近期,阿里云KMS产品再发外部密钥管理(EKM)能力,将密钥可控性大幅提升,也是国内首家正式具备多云、混合云、IDC多环境密钥统管能力的厂商。客户可通过第三方合作伙伴密码机中的密钥来加密并保护阿里云中的数据,实现在线下安全边界内管理云上敏感资产,提供更高级别的安全保护和控制。
更可控的密钥存储
客户可通过阿里云外(线下IDC/其他云)密钥管理器中存储的密钥,与阿里云上密钥管理实例中的KMS密钥建立关联和映射,则当客户调用云资源时,或使用KMS密钥进行加解密时,实际上是通过安全通道调用外部管理器中存储的密钥来实现。这种支持客户“持有自己密钥”的方式在业内被称之为HYOK(Hold Your Own Key),密钥保留在客户线下的密码机中,不会缓存或存储在云上,完全由客户自己掌控,实现更高级别控制权的同时,也满足企业合规要求。
更集中的密钥管理
企业在线下IDC场景、其他云及阿里云上存储的密钥,均可以通过阿里云KMS统一集中管理,提升运维效率的同时,也满足多样化的合规和场景需求。
更精细的访问控制
对于在线下或其他云上存储的密钥,用户可以随时管理/禁止其访问权限,从而对其在阿里云上资源进行管理,实现“云下管云上”;当然,用户也可以使用阿里云提供的RAM Policy、Key Policy能力来管理外部密钥的访问权限,并实现精细化访问控制。
更丰富的链接方式
支持通过互联网或者私网连接(PrivateLink)等不同方式实现与外部密钥管理器的通信,并在通信过程中采用HTTPS协议提供端到端的加密,确保密钥元数据信息和密钥操作的安全传输。
阿里云KMS现已实现和云上90多款产品的深度集成,包括ECS、OSS、RDS、MaxCompute等,统一的云原生底座也让加解密的过程更加便捷,用户可实现一键开启透明加解密,操作简单的同时也确保了安全性。

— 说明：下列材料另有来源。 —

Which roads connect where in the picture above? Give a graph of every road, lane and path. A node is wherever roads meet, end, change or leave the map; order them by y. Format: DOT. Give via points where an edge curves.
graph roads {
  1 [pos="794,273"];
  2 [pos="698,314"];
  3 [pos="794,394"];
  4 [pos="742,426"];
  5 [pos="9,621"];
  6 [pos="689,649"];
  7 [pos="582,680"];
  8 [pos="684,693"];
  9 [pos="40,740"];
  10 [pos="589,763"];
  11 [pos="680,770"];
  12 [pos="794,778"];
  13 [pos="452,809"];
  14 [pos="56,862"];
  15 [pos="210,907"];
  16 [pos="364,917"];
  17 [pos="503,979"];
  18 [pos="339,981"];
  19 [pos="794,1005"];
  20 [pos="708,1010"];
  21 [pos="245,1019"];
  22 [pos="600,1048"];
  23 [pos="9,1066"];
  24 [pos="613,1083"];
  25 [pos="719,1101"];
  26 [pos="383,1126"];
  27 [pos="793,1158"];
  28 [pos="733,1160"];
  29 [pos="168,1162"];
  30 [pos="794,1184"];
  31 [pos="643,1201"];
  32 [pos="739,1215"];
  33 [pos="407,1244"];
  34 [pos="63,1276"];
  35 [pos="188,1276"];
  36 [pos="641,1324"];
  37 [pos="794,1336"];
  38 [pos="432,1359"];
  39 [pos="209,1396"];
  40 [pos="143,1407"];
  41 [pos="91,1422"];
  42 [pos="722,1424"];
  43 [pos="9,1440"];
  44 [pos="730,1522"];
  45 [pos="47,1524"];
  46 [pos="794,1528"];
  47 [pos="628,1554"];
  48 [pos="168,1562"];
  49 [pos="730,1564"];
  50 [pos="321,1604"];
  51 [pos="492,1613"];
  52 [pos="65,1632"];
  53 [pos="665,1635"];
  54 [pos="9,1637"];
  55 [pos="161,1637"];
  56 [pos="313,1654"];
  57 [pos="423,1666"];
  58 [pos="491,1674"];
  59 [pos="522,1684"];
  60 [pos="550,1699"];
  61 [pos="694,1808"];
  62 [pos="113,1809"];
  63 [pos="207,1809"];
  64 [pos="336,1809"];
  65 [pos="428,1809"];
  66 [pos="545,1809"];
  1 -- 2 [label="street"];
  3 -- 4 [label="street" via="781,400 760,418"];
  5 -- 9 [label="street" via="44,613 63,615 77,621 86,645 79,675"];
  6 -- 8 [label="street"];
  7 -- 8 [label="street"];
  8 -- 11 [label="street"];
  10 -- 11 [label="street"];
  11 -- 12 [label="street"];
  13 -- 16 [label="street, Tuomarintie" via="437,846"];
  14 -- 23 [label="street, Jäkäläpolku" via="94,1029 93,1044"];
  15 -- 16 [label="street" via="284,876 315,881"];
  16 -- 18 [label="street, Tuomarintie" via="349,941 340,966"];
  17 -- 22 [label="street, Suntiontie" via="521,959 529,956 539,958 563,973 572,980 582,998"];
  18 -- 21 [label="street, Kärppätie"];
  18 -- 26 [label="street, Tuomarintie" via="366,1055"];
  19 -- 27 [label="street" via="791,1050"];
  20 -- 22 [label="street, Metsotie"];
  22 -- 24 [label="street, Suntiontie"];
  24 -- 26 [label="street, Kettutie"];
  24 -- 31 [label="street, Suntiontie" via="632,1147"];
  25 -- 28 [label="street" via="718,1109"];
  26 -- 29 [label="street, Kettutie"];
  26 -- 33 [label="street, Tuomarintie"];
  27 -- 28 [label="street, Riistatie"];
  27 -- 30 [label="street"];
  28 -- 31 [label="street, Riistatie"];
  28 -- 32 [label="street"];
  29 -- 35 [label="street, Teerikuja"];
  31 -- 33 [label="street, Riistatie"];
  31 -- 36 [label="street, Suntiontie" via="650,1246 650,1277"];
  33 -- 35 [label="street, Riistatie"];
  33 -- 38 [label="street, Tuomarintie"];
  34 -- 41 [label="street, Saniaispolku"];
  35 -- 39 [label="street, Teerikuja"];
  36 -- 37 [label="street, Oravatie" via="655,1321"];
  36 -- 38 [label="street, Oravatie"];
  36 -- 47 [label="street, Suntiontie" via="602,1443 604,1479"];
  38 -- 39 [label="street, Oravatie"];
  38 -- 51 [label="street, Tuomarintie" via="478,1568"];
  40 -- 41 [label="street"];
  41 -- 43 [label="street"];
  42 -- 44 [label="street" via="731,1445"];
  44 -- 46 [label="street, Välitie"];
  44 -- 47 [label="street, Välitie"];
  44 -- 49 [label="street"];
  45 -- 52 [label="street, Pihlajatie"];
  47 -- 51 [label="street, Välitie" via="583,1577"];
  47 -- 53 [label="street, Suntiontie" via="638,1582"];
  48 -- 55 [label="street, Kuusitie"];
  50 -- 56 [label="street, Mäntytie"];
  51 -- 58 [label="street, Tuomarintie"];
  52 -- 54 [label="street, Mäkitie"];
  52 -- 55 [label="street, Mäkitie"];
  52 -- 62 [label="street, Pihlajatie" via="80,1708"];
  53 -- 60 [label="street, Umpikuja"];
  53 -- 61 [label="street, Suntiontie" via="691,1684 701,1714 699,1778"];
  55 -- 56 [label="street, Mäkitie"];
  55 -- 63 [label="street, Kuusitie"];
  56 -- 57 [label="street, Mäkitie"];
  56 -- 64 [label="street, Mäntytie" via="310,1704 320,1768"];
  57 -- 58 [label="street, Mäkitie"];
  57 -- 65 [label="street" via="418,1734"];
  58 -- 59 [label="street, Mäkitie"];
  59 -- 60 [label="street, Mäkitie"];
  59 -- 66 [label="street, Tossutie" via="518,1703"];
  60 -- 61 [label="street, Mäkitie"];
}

但需要注意的是,不同于云上安全责任共担,外部密钥管理(EKM)模式虽然给予了客户最大程度的可控性,这同样意味着客户需要对存储在阿里云外的密钥存储、加密操作的安全性与完整性负责。
最后,阿里云已经形成了一套完整的KMS外部密钥接口规范,诚邀三方伙伴共同合作,提供给客户更多品牌选择。